Hunting season is underway in Texas and Oklahoma, with hunters trekking into the woods on the weekends, hoping for that prize buck. Many of them are hunting for more than sport; they're hunting to help feed the hungry.
At the Walterscheid Meat Company in Muenster, the freezers are packed.
Instead of going home with the hunters, some of this meat is going to food banks instead.
"They just tell us, ‘I really don't like the meat, can I donate it?’ Sure thing," says Henry Knabe with Walterscheid Meat Co.
The ‘Hunters for the Hungry’ program began nearly 20 years ago. It’s a statewide effort in both Texas and Oklahoma for people who may enjoy hunting, but do not like the meat or have too much of it.
For $25 they can donate it to a meat processor who grinds it then gives it to a food bank.
"Those are invaluable, especially this time of year," says Sue Stanfield, on staff with the Hands of Hope food bank in Durant.
They are giving out chickens with their Thanksgiving bundles this year, but also give the donated meat whenever they receive it.

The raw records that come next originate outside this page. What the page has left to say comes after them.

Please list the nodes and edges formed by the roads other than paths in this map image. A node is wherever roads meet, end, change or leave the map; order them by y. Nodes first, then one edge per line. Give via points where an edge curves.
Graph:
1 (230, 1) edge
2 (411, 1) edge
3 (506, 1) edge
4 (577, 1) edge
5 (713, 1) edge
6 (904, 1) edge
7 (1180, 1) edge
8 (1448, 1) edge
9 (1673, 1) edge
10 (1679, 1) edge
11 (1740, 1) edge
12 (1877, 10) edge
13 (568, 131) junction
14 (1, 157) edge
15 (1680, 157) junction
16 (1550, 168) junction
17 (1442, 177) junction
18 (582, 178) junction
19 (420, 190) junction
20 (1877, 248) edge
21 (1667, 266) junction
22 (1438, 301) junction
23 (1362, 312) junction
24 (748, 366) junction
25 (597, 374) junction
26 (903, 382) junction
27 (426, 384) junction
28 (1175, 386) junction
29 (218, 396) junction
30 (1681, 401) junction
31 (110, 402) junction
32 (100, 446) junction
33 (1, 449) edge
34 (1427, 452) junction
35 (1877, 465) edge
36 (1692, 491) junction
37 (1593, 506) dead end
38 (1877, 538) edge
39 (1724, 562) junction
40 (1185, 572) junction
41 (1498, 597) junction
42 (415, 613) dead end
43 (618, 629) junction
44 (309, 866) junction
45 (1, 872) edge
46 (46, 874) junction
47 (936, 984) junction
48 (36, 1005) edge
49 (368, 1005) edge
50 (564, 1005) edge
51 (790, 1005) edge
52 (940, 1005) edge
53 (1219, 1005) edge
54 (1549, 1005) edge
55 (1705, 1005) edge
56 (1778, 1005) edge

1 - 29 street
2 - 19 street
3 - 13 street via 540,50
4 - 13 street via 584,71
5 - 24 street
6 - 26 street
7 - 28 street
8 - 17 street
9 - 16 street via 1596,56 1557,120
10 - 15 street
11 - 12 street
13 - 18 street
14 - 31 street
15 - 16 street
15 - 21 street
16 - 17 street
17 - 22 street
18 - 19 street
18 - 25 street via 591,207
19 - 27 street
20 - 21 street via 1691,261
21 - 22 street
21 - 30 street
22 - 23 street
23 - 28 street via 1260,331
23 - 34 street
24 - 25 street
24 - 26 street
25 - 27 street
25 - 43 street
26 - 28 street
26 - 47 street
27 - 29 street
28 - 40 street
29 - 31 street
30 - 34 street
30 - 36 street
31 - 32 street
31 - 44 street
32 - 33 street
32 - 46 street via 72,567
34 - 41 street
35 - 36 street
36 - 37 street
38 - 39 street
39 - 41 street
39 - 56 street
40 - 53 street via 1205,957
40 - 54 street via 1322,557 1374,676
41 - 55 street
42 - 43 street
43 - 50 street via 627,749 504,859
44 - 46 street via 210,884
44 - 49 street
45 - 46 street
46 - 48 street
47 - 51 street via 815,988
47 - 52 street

"Even the price of groceries, they're probably up a third of what they were a few months ago. So even people on food stamps can't make it," she says.
The donations make it possible for families to get the nutrients they need puts lean meat slike venison on the table.
"Meat is invaluable, I mean other commodities are valuable too, but when you give them meat you feel like you've given them some protein, you've given them something that's very expensive at the store," she says.
The two pound bag could feed an entire family, depending on the number of people.
Walterscheid's donated about 2,000 lbs of meat last year and expect to donate even more this year.